Elsie took her hands in mine, and I lifted my head up. We put our foreheads together, and she started to whisper a prayer in tongues. I wrapped my arms around her, feeling her heartbeat along with my own. Even if Mom’s love for me did not match the Bible’s definition, the love that Elsie and I had for each other did. Mom’s “love” was only an empty word. But the love between Elsie and I was embodied in all that we did.
*************
I’ve never been in a romantic relationship (I have gone on dates and had some steamy kisses, but nothing more). I have always been a hopeless romantic, so this constant feeling of waiting and feeling disappointed when budding relationships don’t work out has just really sucked. And it feels like my dating pool is really small, because I do want to date a fellow queer Christian woman—I don’t think Christians have to date Christians (that is not what Paul meant by “unequally yoked,” but that is a whole other post), but it’s something that I want, sharing faith together, going to church together (as an autistic person my whole life is centered around special interests of theology, the church, God, Jesus…). I think in this piece not only was I exploring how two other people might go through faith deconstruction, but I also was projecting my ideal relationship. I know romantic relationships aren’t perfect and they won’t complete me, but damn I hope I get to experience one before I’m 30 (currently I’m 24, turning 25 in April 2023—yes, I’m April-born-in-April). Just being a little angsty here. Who knows, maybe I’ll meet someone at the Q Christian Fellowship Conference….wish me luck :) I’ll need it.

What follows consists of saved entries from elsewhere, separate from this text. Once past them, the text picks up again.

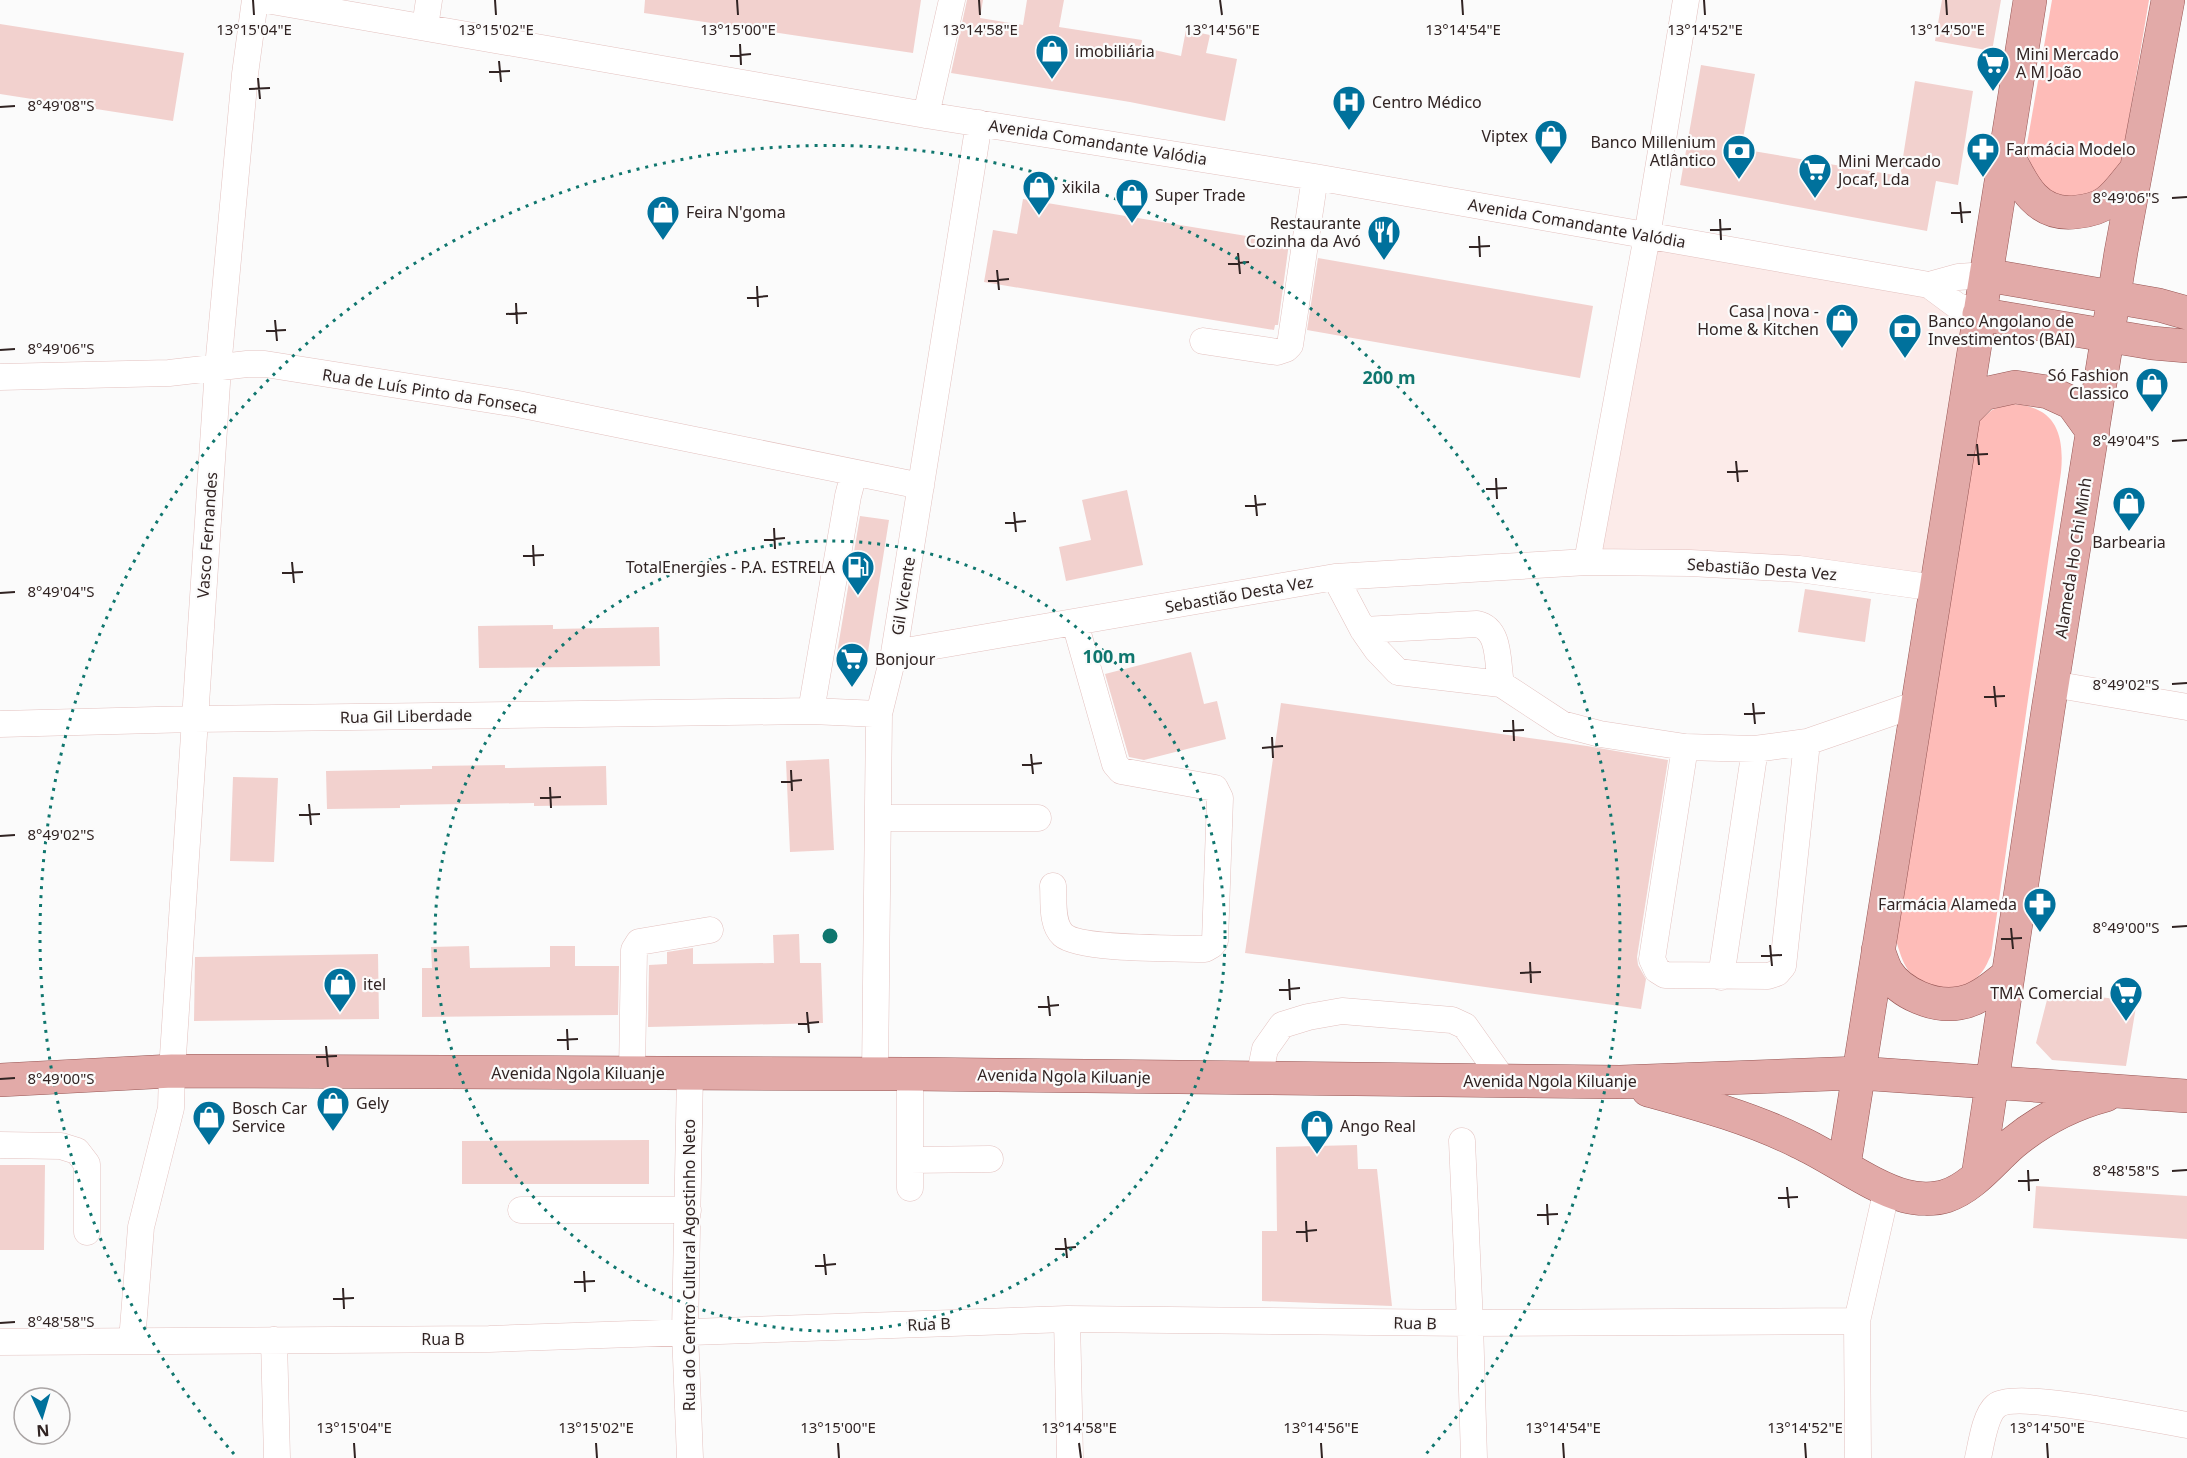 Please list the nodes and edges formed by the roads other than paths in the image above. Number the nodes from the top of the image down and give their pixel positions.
1 (255, 0) edge
2 (266, 0) edge
3 (429, 0) edge
4 (952, 0) edge
5 (1686, 0) edge
6 (2030, 0) edge
7 (2168, 0) edge
8 (425, 27) junction
9 (926, 115) junction
10 (980, 123) junction
11 (2006, 151) junction
12 (2135, 171) junction
13 (1315, 177) junction
14 (1647, 236) junction
15 (1986, 275) junction
16 (1929, 285) junction
17 (2114, 296) junction
18 (2187, 313) edge
19 (1979, 314) junction
20 (2108, 336) junction
21 (1203, 341) dead end
22 (2187, 346) edge
23 (218, 368) junction
24 (0, 377) edge
25 (1965, 412) junction
26 (2093, 432) junction
27 (854, 473) junction
28 (921, 486) junction
29 (1587, 562) junction
30 (1335, 577) junction
31 (1936, 588) junction
32 (1075, 623) junction
33 (1363, 630) junction
34 (894, 653) junction
35 (1501, 684) junction
36 (2052, 684) junction
37 (1917, 704) junction
38 (2187, 707) edge
39 (811, 711) junction
40 (879, 714) junction
41 (194, 718) junction
42 (0, 724) edge
43 (1808, 742) junction
44 (1684, 747) junction
45 (1755, 749) junction
46 (878, 818) junction
47 (1038, 818) dead end
48 (1053, 886) dead end
49 (710, 930) dead end
50 (1878, 950) junction
51 (2008, 975) junction
52 (1721, 977) junction
53 (172, 1071) junction
54 (632, 1073) junction
55 (690, 1073) junction
56 (1858, 1073) junction
57 (875, 1074) junction
58 (910, 1074) junction
59 (1259, 1078) junction
60 (0, 1080) edge
61 (1504, 1081) junction
62 (1620, 1082) junction
63 (1993, 1082) junction
64 (2127, 1090) junction
65 (2187, 1095) edge
66 (1462, 1141) dead end
67 (0, 1145) edge
68 (990, 1159) dead end
69 (910, 1160) junction
70 (1845, 1167) junction
71 (1977, 1176) junction
72 (910, 1188) dead end
73 (1887, 1189) junction
74 (521, 1210) dead end
75 (688, 1210) junction
76 (87, 1232) dead end
77 (1067, 1319) junction
78 (1857, 1321) junction
79 (1470, 1323) junction
80 (685, 1332) junction
81 (274, 1340) junction
82 (132, 1341) junction
83 (0, 1342) edge
84 (2187, 1425) edge
85 (277, 1458) edge
86 (690, 1458) edge
87 (1070, 1458) edge
88 (1474, 1458) edge
89 (1858, 1458) edge
90 (1978, 1458) edge

1 - 23 street, Vasco Fernandes
2 - 8 street, Avenida Comandante Valódia
3 - 8 street
4 - 9 street
5 - 14 street
6 - 11 main road
7 - 12 main road, Alameda Ho Chi Minh
8 - 9 street, Avenida Comandante Valódia
9 - 10 street, Avenida Comandante Valódia
10 - 13 street, Avenida Comandante Valódia
10 - 28 street, Gil Vicente
11 - 12 main road
11 - 15 main road
12 - 17 main road, Alameda Ho Chi Minh
13 - 14 street, Avenida Comandante Valódia
13 - 21 street
14 - 16 street, Avenida Comandante Valódia
14 - 29 street
15 - 16 street, Avenida Comandante Valódia
15 - 17 main road, Avenida Comandante Valódia
15 - 19 main road
16 - 19 street, Avenida Comandante Valódia
17 - 18 main road, Avenida Comandante Valódia
17 - 20 main road, Alameda Ho Chi Minh
19 - 20 main road, Avenida Comandante Valódia
19 - 25 main road
20 - 22 main road, Avenida Comandante Valódia
20 - 26 main road, Alameda Ho Chi Minh
23 - 24 street, Rua de Luís Pinto da Fonseca
23 - 27 street, Rua de Luís Pinto da Fonseca
23 - 41 street, Vasco Fernandes
25 - 26 main road
25 - 31 main road
26 - 36 main road, Alameda Ho Chi Minh
27 - 28 street, Rua de Luís Pinto da Fonseca
27 - 39 street
28 - 34 street, Gil Vicente
29 - 30 street, Sebastião Desta Vez
29 - 31 street, Sebastião Desta Vez
30 - 32 street, Sebastião Desta Vez
30 - 33 street
31 - 37 main road
32 - 34 street, Sebastião Desta Vez
32 - 48 street
33 - 35 street
33 - 35 street
34 - 40 street, Gil Vicente
35 - 44 street
36 - 38 street
36 - 51 main road, Alameda Ho Chi Minh
37 - 43 street
37 - 50 main road
39 - 40 street, Rua Gil Liberdade
39 - 41 street, Rua Gil Liberdade
40 - 46 street, Gil Vicente
41 - 42 street, Rua Gil Liberdade
41 - 53 street, Vasco Fernandes
43 - 45 street
43 - 52 street
44 - 45 street
44 - 52 street
45 - 52 street
46 - 47 street
46 - 57 street, Gil Vicente
49 - 54 street
50 - 51 main road
50 - 56 main road
51 - 63 main road, Alameda Ho Chi Minh
53 - 54 main road, Avenida Ngola Kiluanje
53 - 60 main road, Avenida Ngola Kiluanje
53 - 82 street, Vasco Fernandes
54 - 55 main road, Avenida Ngola Kiluanje
55 - 57 main road, Avenida Ngola Kiluanje
55 - 75 street, Rua do Centro Cultural Agostinho Neto
56 - 62 main road, Avenida Ngola Kiluanje
56 - 63 main road, Avenida Ngola Kiluanje
56 - 70 main road
57 - 58 main road, Avenida Ngola Kiluanje
58 - 59 main road, Avenida Ngola Kiluanje
58 - 69 street
59 - 61 main road, Avenida Ngola Kiluanje
59 - 61 street
61 - 62 main road, Avenida Ngola Kiluanje
62 - 70 main road
63 - 64 main road, Avenida Ngola Kiluanje
63 - 71 main road, Alameda Ho Chi Minh
64 - 65 main road, Avenida Ngola Kiluanje
64 - 71 main road
66 - 79 street
67 - 76 street
68 - 69 street
69 - 72 street
70 - 73 main road
71 - 73 main road
73 - 78 street
74 - 75 street
75 - 80 street, Rua do Centro Cultural Agostinho Neto
77 - 79 street, Rua B
77 - 80 street, Rua B
77 - 87 street
78 - 79 street, Rua B
78 - 89 street
79 - 88 street
80 - 81 street, Rua B
80 - 86 street, Rua do Centro Cultural Agostinho Neto
81 - 82 street, Rua B
81 - 85 street
82 - 83 street, Rua B
84 - 90 street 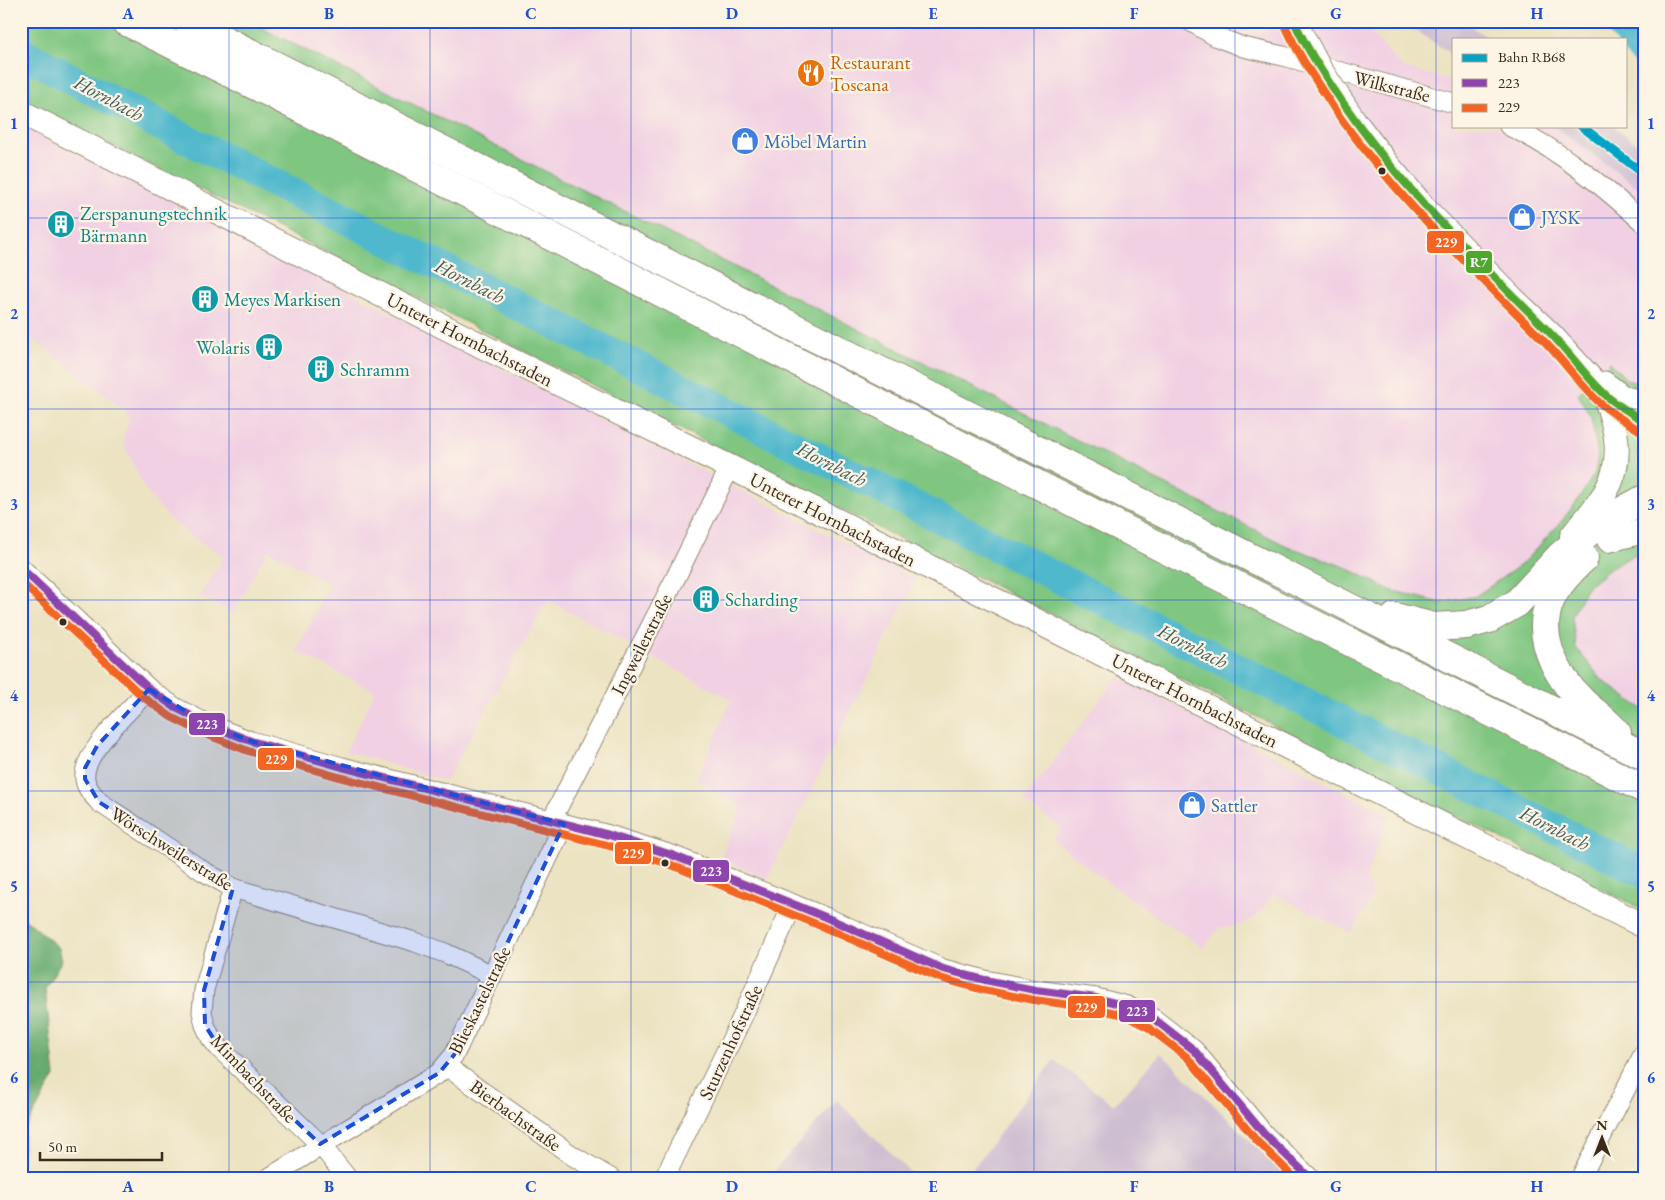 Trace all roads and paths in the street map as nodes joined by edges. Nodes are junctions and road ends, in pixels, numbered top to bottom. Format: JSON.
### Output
{"nodes":[{"id":1,"x":125,"y":21,"type":"edge"},
{"id":2,"x":187,"y":21,"type":"edge"},
{"id":3,"x":1190,"y":21,"type":"edge"},
{"id":4,"x":1294,"y":21,"type":"edge"},
{"id":5,"x":1452,"y":101,"type":"edge"},
{"id":6,"x":21,"y":112,"type":"edge"},
{"id":7,"x":1513,"y":128,"type":"edge"},
{"id":8,"x":1644,"y":223,"type":"edge"},
{"id":9,"x":1579,"y":363,"type":"junction"},
{"id":10,"x":1599,"y":387,"type":"junction"},
{"id":11,"x":1644,"y":400,"type":"edge"},
{"id":12,"x":1644,"y":411,"type":"edge"},
{"id":13,"x":1644,"y":421,"type":"edge"},
{"id":14,"x":730,"y":467,"type":"junction"},
{"id":15,"x":1644,"y":499,"type":"edge"},
{"id":16,"x":1644,"y":516,"type":"edge"},
{"id":17,"x":1644,"y":531,"type":"edge"},
{"id":18,"x":1584,"y":544,"type":"junction"},
{"id":19,"x":21,"y":568,"type":"edge"},
{"id":20,"x":1350,"y":606,"type":"junction"},
{"id":21,"x":149,"y":690,"type":"junction"},
{"id":22,"x":1637,"y":753,"type":"edge"},
{"id":23,"x":1644,"y":789,"type":"edge"},
{"id":24,"x":558,"y":822,"type":"junction"},
{"id":25,"x":233,"y":888,"type":"junction"},
{"id":26,"x":794,"y":904,"type":"junction"},
{"id":27,"x":1644,"y":926,"type":"edge"},
{"id":28,"x":492,"y":975,"type":"junction"},
{"id":29,"x":1644,"y":1052,"type":"edge"},
{"id":30,"x":446,"y":1066,"type":"junction"},
{"id":31,"x":320,"y":1144,"type":"junction"},
{"id":32,"x":267,"y":1179,"type":"edge"},
{"id":33,"x":348,"y":1179,"type":"edge"},
{"id":34,"x":612,"y":1179,"type":"edge"},
{"id":35,"x":664,"y":1179,"type":"edge"},
{"id":36,"x":1311,"y":1179,"type":"edge"},
{"id":37,"x":1580,"y":1179,"type":"edge"}],
"edges":[{"from":1,"to":23,"type":"main road"},
{"from":2,"to":20,"type":"main road"},
{"from":3,"to":5,"type":"street","name":"Wilkstraße"},
{"from":4,"to":9,"type":"street","bridge":true},
{"from":6,"to":14,"type":"street","name":"Unterer Hornbachstaden"},
{"from":7,"to":8,"type":"street"},
{"from":9,"to":10,"type":"street"},
{"from":9,"to":11,"type":"street"},
{"from":10,"to":12,"type":"street"},
{"from":10,"to":13,"type":"street"},
{"from":10,"to":18,"type":"street"},
{"from":14,"to":24,"type":"street","name":"Ingweilerstraße"},
{"from":14,"to":27,"type":"street","name":"Unterer Hornbachstaden"},
{"from":15,"to":18,"type":"main road"},
{"from":16,"to":18,"type":"main road"},
{"from":17,"to":18,"type":"street"},
{"from":18,"to":20,"type":"main road"},
{"from":18,"to":22,"type":"main road"},
{"from":19,"to":21,"type":"street"},
{"from":20,"to":22,"type":"main road"},
{"from":21,"to":24,"type":"street"},
{"from":21,"to":25,"type":"street","name":"Wörschweilerstraße"},
{"from":24,"to":26,"type":"street"},
{"from":24,"to":28,"type":"street","name":"Blieskastelstraße"},
{"from":25,"to":28,"type":"street","name":"Wörschweilerstraße"},
{"from":25,"to":31,"type":"street","name":"Mimbachstraße"},
{"from":26,"to":35,"type":"street","name":"Sturzenhofstraße"},
{"from":26,"to":36,"type":"street"},
{"from":28,"to":30,"type":"street","name":"Blieskastelstraße"},
{"from":29,"to":37,"type":"street"},
{"from":30,"to":31,"type":"street","name":"Blieskastelstraße"},
{"from":30,"to":34,"type":"street","name":"Bierbachstraße"},
{"from":31,"to":32,"type":"street","name":"Blieskastelstraße"},
{"from":31,"to":33,"type":"street","name":"Mimbachstraße"}]}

Also the commentary Cass gives on feeling stiff when she was at a liturgical church for the first time was 100% my experience—it was really hard, but I started to find the beauty in the prayers and hymns. Now I go to a liturgical United Methodist Church and I absolutely love it—and I still love the contemporary worship at the UMC my family attends in my hometown, and I’m looking forward to being there for Christmas Eve service this week.
Did anything in this story resonate with your experiences? Are you a hopeless romantic who is unlucky in love? Let’s commiserate together.